(Stored items)
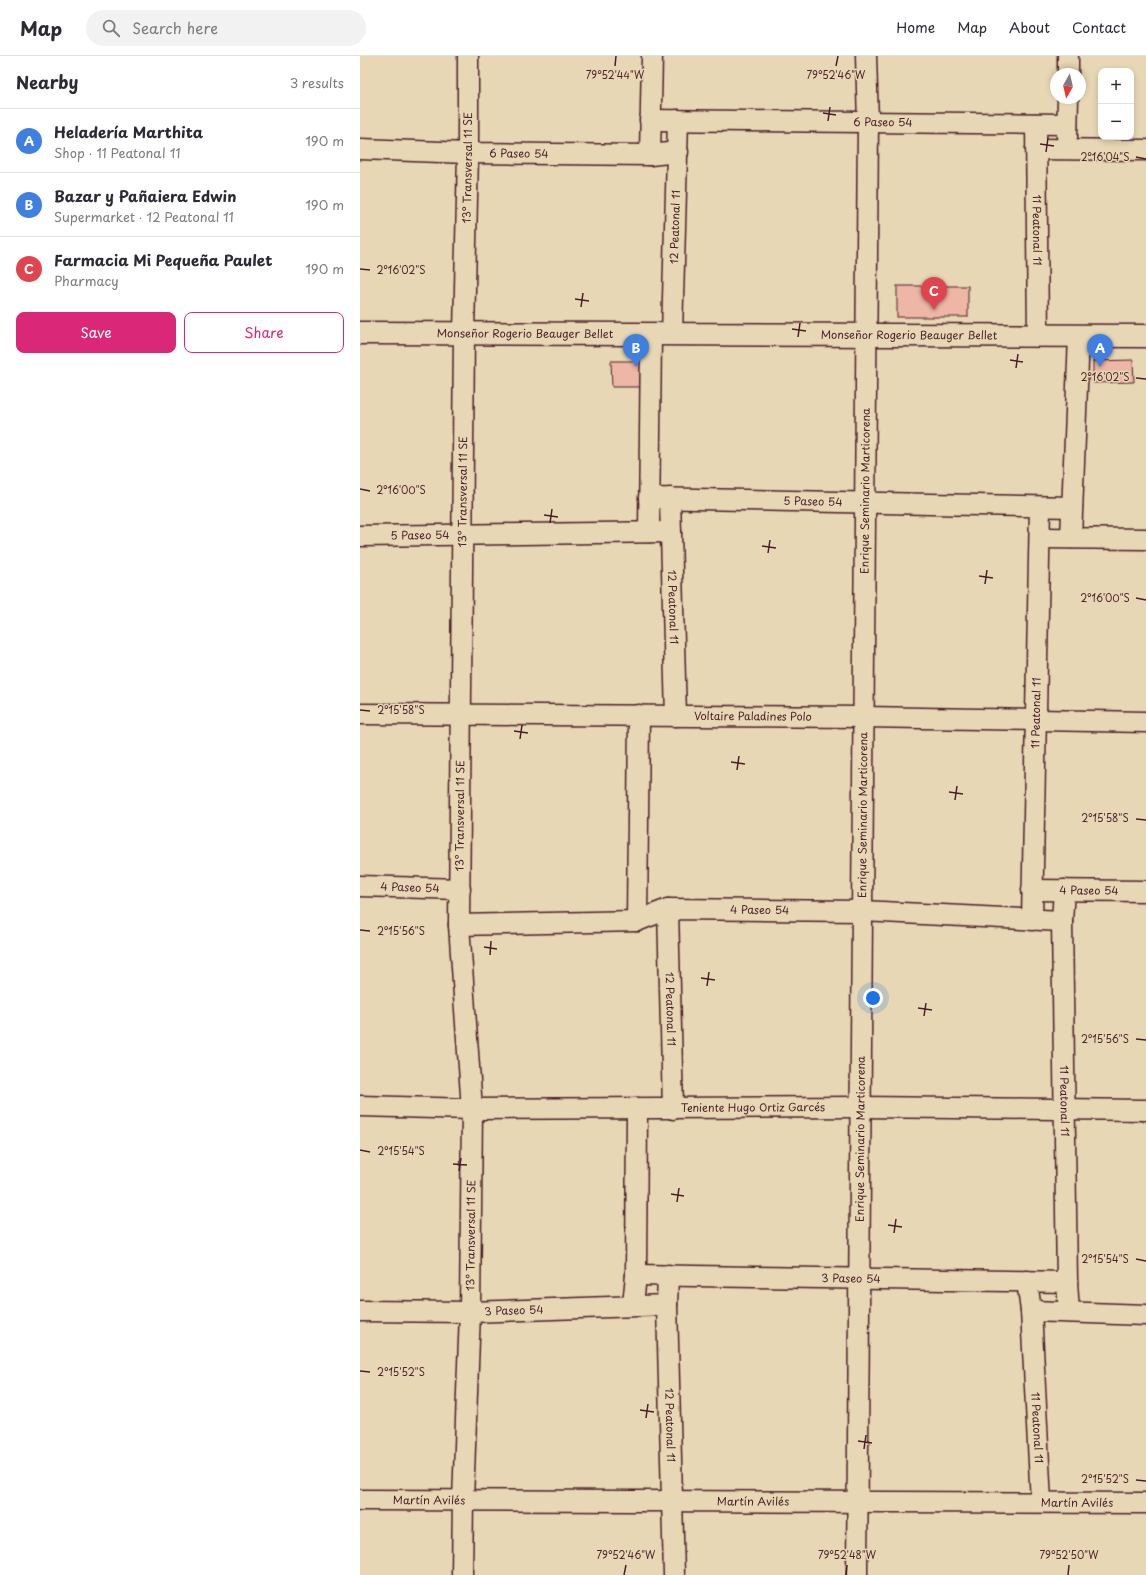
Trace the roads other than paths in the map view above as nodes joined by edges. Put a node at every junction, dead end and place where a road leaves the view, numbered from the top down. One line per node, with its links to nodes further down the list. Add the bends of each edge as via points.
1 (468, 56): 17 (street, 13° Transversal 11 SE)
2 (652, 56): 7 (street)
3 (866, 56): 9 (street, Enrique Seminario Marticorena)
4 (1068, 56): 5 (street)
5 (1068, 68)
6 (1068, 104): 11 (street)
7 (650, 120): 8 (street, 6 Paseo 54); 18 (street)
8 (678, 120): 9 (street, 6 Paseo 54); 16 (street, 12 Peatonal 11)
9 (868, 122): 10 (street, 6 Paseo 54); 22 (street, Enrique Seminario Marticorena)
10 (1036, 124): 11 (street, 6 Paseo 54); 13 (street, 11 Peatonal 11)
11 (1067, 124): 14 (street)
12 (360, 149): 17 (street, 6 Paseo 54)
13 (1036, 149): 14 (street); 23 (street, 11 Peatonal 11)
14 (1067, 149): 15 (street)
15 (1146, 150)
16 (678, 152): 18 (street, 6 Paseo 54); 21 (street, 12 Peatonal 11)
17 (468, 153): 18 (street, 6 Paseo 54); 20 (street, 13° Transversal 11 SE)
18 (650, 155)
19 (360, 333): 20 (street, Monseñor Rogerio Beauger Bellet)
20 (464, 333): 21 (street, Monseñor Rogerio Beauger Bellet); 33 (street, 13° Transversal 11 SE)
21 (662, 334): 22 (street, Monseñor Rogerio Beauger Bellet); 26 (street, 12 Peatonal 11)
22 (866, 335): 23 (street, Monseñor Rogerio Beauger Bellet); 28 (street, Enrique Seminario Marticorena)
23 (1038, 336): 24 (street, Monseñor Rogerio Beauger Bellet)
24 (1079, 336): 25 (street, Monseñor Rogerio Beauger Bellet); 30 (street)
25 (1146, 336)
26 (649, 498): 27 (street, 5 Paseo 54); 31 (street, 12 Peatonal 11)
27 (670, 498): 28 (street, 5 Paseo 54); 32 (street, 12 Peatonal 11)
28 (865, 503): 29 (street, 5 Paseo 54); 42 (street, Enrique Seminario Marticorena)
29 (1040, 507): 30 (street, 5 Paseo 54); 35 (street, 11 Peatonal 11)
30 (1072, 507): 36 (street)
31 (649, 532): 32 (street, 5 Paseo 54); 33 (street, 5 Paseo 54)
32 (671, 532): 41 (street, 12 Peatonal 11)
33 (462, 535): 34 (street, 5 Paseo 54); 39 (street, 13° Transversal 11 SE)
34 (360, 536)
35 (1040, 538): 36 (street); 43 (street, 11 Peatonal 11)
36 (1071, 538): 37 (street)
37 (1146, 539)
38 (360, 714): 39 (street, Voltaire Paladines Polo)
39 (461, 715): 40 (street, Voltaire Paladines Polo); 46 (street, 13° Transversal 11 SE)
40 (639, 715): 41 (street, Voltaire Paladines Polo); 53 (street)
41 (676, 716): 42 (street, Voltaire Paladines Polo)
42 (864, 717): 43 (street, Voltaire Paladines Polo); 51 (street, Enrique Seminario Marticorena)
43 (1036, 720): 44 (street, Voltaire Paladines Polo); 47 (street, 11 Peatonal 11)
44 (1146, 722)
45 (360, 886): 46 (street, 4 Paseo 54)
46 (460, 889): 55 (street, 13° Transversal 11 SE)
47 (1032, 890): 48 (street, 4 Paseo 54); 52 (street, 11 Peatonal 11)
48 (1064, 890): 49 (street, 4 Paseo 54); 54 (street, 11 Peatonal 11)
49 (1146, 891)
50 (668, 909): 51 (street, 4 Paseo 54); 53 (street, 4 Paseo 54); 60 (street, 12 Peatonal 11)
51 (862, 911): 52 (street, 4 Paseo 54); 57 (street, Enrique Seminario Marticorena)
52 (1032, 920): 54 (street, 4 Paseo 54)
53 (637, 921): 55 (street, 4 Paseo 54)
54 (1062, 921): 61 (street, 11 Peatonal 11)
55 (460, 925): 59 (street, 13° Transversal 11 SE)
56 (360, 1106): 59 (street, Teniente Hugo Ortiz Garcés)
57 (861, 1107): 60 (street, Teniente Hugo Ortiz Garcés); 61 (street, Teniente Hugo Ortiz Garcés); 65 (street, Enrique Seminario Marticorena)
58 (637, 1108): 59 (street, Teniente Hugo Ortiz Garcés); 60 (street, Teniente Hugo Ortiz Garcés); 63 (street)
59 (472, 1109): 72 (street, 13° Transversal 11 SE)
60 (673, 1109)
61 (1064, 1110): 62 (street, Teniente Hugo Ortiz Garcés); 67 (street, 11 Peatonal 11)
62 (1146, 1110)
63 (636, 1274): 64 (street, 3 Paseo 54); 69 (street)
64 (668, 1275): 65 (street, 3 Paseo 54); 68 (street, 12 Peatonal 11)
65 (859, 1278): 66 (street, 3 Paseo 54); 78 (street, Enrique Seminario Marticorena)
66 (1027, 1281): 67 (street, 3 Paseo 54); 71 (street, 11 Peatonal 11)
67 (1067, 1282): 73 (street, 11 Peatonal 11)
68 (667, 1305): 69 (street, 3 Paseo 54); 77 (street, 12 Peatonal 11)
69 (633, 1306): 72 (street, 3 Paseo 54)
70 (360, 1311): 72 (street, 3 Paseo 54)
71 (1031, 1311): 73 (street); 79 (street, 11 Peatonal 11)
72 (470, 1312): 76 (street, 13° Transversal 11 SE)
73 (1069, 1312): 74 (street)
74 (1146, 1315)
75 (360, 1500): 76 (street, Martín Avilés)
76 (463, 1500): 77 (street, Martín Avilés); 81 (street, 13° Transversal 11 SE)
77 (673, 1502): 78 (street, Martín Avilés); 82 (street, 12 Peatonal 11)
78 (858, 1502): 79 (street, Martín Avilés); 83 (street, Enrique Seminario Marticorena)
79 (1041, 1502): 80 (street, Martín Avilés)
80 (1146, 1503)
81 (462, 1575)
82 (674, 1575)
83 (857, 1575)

- [Work item] Find the lines above that contain the word "Rogerio" and collect them.

- [Task answer]
19 (360, 333): 20 (street, Monseñor Rogerio Beauger Bellet)
20 (464, 333): 21 (street, Monseñor Rogerio Beauger Bellet); 33 (street, 13° Transversal 11 SE)
21 (662, 334): 22 (street, Monseñor Rogerio Beauger Bellet); 26 (street, 12 Peatonal 11)
22 (866, 335): 23 (street, Monseñor Rogerio Beauger Bellet); 28 (street, Enrique Seminario Marticorena)
23 (1038, 336): 24 (street, Monseñor Rogerio Beauger Bellet)
24 (1079, 336): 25 (street, Monseñor Rogerio Beauger Bellet); 30 (street)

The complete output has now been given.